Under perfect competition and certainty, a tariff and a quota that produce the same import volume produce exactly the same diagram. Consumer surplus falls by the same amount, producer surplus rises by the same amount, two deadweight-loss triangles are burned. The only difference is the destination of the revenue rectangle: under a tariff it is government revenue; under a quota it is quota rents, which go to whoever holds the licences. Under a voluntary export restraint (VER), the rents are collected by the foreign exporter, so the revenue rectangle leaves the country entirely. Under uncertainty or domestic monopoly, the equivalence breaks down: a quota preserves market power and is unambiguously more distortionary.
What was the Smoot-Hawley tariff and how bad was it?
The Smoot-Hawley Tariff Act of June 1930 raised US duties on more than 20,000 imported goods to historically high levels — average ad valorem rates on dutiable goods reached about 59% by 1932. Foreign retaliation followed within months: by 1933 world trade volumes had collapsed roughly 25%–30% and US exports fell by more than 60% in dollar terms. Although the Great Depression had multiple causes, most modern economic historians treat Smoot-Hawley as a significant amplifier through trade collapse and policy uncertainty. The episode became the founding argument for the post-war GATT/WTO multilateral tariff-reduction project.
What did the 2018–2019 US-China tariffs actually cost?

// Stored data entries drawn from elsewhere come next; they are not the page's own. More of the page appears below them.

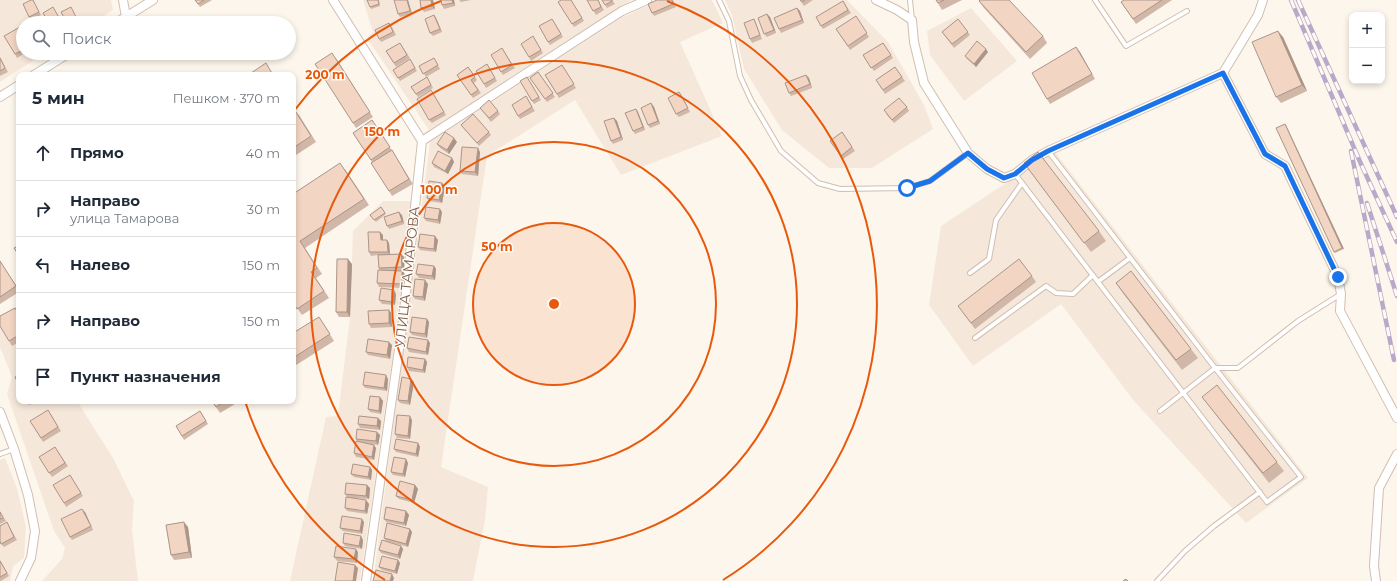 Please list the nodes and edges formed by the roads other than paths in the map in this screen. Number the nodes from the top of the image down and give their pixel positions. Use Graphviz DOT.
graph roads {
  1 [pos="123,0"];
  2 [pos="153,0"];
  3 [pos="334,0"];
  4 [pos="646,0"];
  5 [pos="719,0"];
  6 [pos="876,0"];
  7 [pos="910,0"];
  8 [pos="1096,0"];
  9 [pos="1263,0"];
  10 [pos="1187,11"];
  11 [pos="126,16"];
  12 [pos="128,16"];
  13 [pos="912,20"];
  14 [pos="58,60"];
  15 [pos="39,72"];
  16 [pos="1223,73"];
  17 [pos="16,86"];
  18 [pos="0,97"];
  19 [pos="422,141"];
  20 [pos="1048,151"];
  21 [pos="968,153"];
  22 [pos="1015,174"];
  23 [pos="1022,183"];
  24 [pos="1130,258"];
  25 [pos="970,273"];
  26 [pos="1093,275"];
  27 [pos="1099,281"];
  28 [pos="1341,294"];
  29 [pos="975,338"];
  30 [pos="1215,368"];
  31 [pos="1182,393"];
  32 [pos="1160,411"];
  33 [pos="0,412"];
  34 [pos="1397,418"];
  35 [pos="14,449"];
  36 [pos="0,454"];
  37 [pos="1397,454"];
  38 [pos="1260,492"];
  39 [pos="20,581"];
  40 [pos="366,581"];
  41 [pos="1157,581"];
  42 [pos="1376,581"];
  1 -- 11 [label="street"];
  2 -- 12 [label="street"];
  3 -- 19 [label="street"];
  4 -- 19 [label="street"];
  5 -- 21 [label="lane"];
  6 -- 13 [label="street"];
  7 -- 13 [label="lane"];
  8 -- 10 [label="lane"];
  9 -- 16 [label="street"];
  13 -- 21 [label="street"];
  14 -- 15 [label="street"];
  16 -- 20 [label="street"];
  16 -- 28 [label="street"];
  17 -- 18 [label="street"];
  19 -- 40 [label="street, УЛИЦА ТАМАРОВА"];
  20 -- 22 [label="street"];
  20 -- 24 [label="lane"];
  21 -- 22 [label="street"];
  22 -- 23 [label="lane"];
  23 -- 25 [label="lane"];
  23 -- 26 [label="lane"];
  24 -- 27 [label="lane"];
  24 -- 30 [label="lane"];
  26 -- 27 [label="lane"];
  26 -- 29 [label="lane"];
  27 -- 31 [label="lane"];
  28 -- 30 [label="lane"];
  28 -- 34 [label="street"];
  30 -- 31 [label="lane"];
  30 -- 38 [label="lane"];
  31 -- 32 [label="lane"];
  31 -- 38 [label="lane"];
  33 -- 35 [label="street"];
  35 -- 36 [label="lane"];
  35 -- 39 [label="street"];
  37 -- 42 [label="street"];
  38 -- 41 [label="lane"];
}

Three near-real-time empirical studies — Amiti, Redding & Weinstein (2019, 2020); Fajgelbaum, Goldberg, Kennedy & Khandelwal (2020); Cavallo, Gopinath, Neiman & Tang (2021) — converge on the same picture. Import prices in the affected categories rose by roughly the full size of the tariff (near-complete pass-through). US consumers and downstream firms bore the cost. The annual aggregate cost to US households was estimated at about 1,500 dollars per household, partly offset by tariff revenue but not by foreign-price relief. Manufacturing employment in tariff-protected industries did not measurably rise, while retaliatory tariffs on US agricultural exports caused measurable losses in farm states.
What is a voluntary export restraint (VER) and why was the Japan-US auto VER famous?

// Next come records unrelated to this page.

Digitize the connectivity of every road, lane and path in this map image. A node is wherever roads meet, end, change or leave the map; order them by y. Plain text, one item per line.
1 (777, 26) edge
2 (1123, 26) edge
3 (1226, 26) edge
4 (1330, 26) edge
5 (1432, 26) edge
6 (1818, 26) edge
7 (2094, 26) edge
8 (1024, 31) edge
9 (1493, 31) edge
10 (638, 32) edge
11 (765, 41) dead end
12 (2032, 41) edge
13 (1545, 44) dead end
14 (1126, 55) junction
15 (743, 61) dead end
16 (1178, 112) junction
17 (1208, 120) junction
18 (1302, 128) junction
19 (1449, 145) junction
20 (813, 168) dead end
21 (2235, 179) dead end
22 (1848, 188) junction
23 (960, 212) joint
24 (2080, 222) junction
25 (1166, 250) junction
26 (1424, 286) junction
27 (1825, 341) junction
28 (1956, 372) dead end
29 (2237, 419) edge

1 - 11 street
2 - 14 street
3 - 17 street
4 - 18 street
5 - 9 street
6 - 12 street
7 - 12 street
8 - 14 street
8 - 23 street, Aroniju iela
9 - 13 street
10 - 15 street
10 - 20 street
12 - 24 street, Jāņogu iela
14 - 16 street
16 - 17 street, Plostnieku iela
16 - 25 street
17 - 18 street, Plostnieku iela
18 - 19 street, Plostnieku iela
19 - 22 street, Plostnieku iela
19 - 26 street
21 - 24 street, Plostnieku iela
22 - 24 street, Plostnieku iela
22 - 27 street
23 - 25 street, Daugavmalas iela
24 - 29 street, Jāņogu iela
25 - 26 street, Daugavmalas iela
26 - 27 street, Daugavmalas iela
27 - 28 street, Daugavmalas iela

A VER is an export quota administered by the exporter — the foreign government agrees to cap its own shipments to forestall an import quota or tariff. The famous case is the Japan-US auto VER (1981-1994), under which Japan capped car exports to the US at 1.68 million units initially, rising over time. Japanese firms responded by upgrading product mix to higher-margin cars (Honda Accord, Toyota Camry, Acura, Lexus, Infiniti), building US assembly plants, and capturing the quota rents themselves — billions of dollars annually. Two lessons: quotas are gamed along the quality margin, and VERs are particularly bad because the rents accrue abroad.
What is the relation between a tariff and exchange rates?

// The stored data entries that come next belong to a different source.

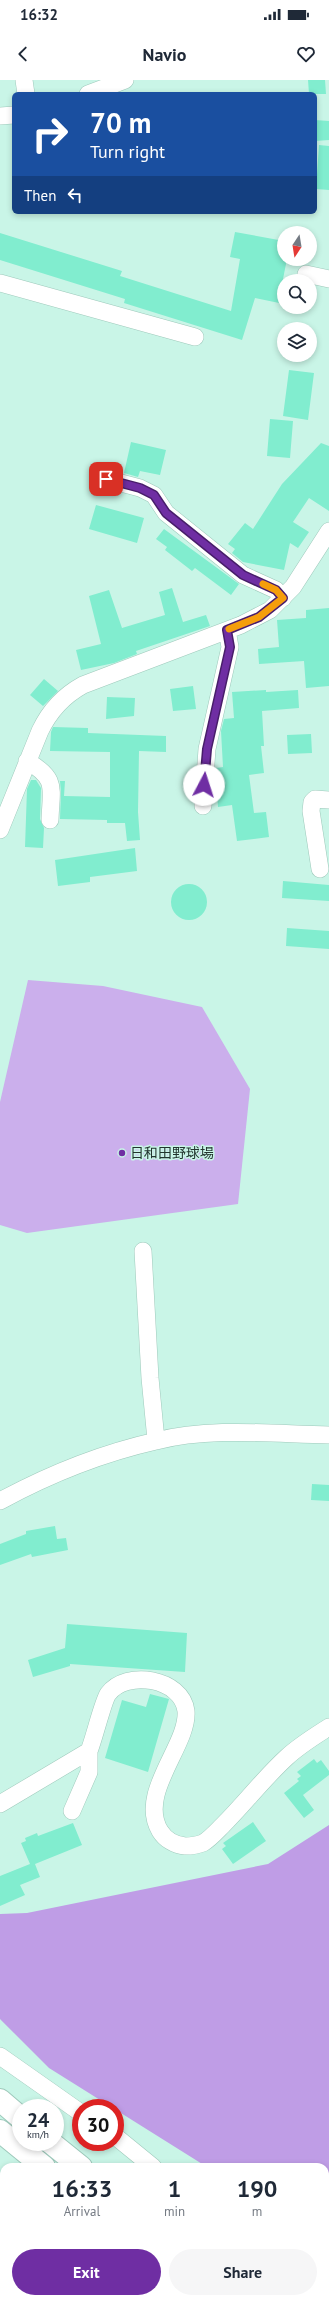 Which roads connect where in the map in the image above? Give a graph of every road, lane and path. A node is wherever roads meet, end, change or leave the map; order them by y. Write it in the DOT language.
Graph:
graph roads {
  1 [pos="24,80"];
  2 [pos="125,80"];
  3 [pos="26,92"];
  4 [pos="93,92"];
  5 [pos="12,115"];
  6 [pos="0,116"];
  7 [pos="317,276"];
  8 [pos="329,279"];
  9 [pos="0,283"];
  10 [pos="195,337"];
  11 [pos="106,479"];
  12 [pos="329,531"];
  13 [pos="283,598"];
  14 [pos="227,630"];
  15 [pos="27,761"];
  16 [pos="329,800"];
  17 [pos="202,806"];
  18 [pos="50,820"];
  19 [pos="0,830"];
  20 [pos="320,869"];
  21 [pos="143,1250"];
  22 [pos="329,1435"];
  23 [pos="156,1440"];
  24 [pos="0,1501"];
  25 [pos="329,1726"];
  26 [pos="89,1751"];
  27 [pos="0,1804"];
  28 [pos="72,1811"];
  29 [pos="0,2056"];
  30 [pos="0,2100"];
  31 [pos="72,2107"];
  32 [pos="12,2110"];
  33 [pos="0,2131"];
  34 [pos="124,2143"];
  35 [pos="61,2151"];
  36 [pos="39,2163"];
  37 [pos="76,2163"];
  38 [pos="148,2163"];
  1 -- 3 [label="street"];
  2 -- 4 [label="street"];
  5 -- 6 [label="street"];
  7 -- 8 [label="street"];
  9 -- 10 [label="street"];
  11 -- 13 [label="street"];
  12 -- 13 [label="street"];
  13 -- 14 [label="street"];
  14 -- 15 [label="street"];
  14 -- 17 [label="street"];
  15 -- 18 [label="street"];
  15 -- 19 [label="street"];
  16 -- 20 [label="street"];
  21 -- 23 [label="street"];
  22 -- 23 [label="street"];
  23 -- 24 [label="street"];
  25 -- 26 [label="street"];
  26 -- 27 [label="street"];
  26 -- 28 [label="street"];
  29 -- 31 [label="street"];
  30 -- 32 [label="highway"];
  33 -- 36 [label="highway"];
  34 -- 38 [label="street"];
  35 -- 37 [label="highway"];
}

A small tariff has only a small effect on the exchange rate; large or broad tariffs can move it materially. A tariff that reduces import demand reduces demand for foreign currency, putting upward pressure on the home currency. In a flexible-exchange-rate regime, that currency appreciation partially offsets the tariff for consumers but penalises exports. The net effect on the trade balance is therefore smaller than the partial-equilibrium tariff diagram suggests — Lerner symmetry: an import tariff is partly an export tax once you allow the exchange rate to adjust.
Why don't economists like the infant-industry argument as much as politicians do?
The textbook infant-industry case says a temporary tariff can let a domestic industry climb a learning curve until it can compete unprotected. It requires three conditions: (a) genuine dynamic learning that the firm cannot internalise privately, (b) the protected industry must actually graduate and compete unsubsidised, and (c) the welfare gain from graduation must exceed accumulated DWL plus political-economy costs of removing the tariff once entrenched. Empirically, condition (b) fails most often: protected industries develop constituencies that lobby indefinitely. South Korea and Japan are the textbook successes; Latin America's mid-century import-substitution episodes are the textbook failures.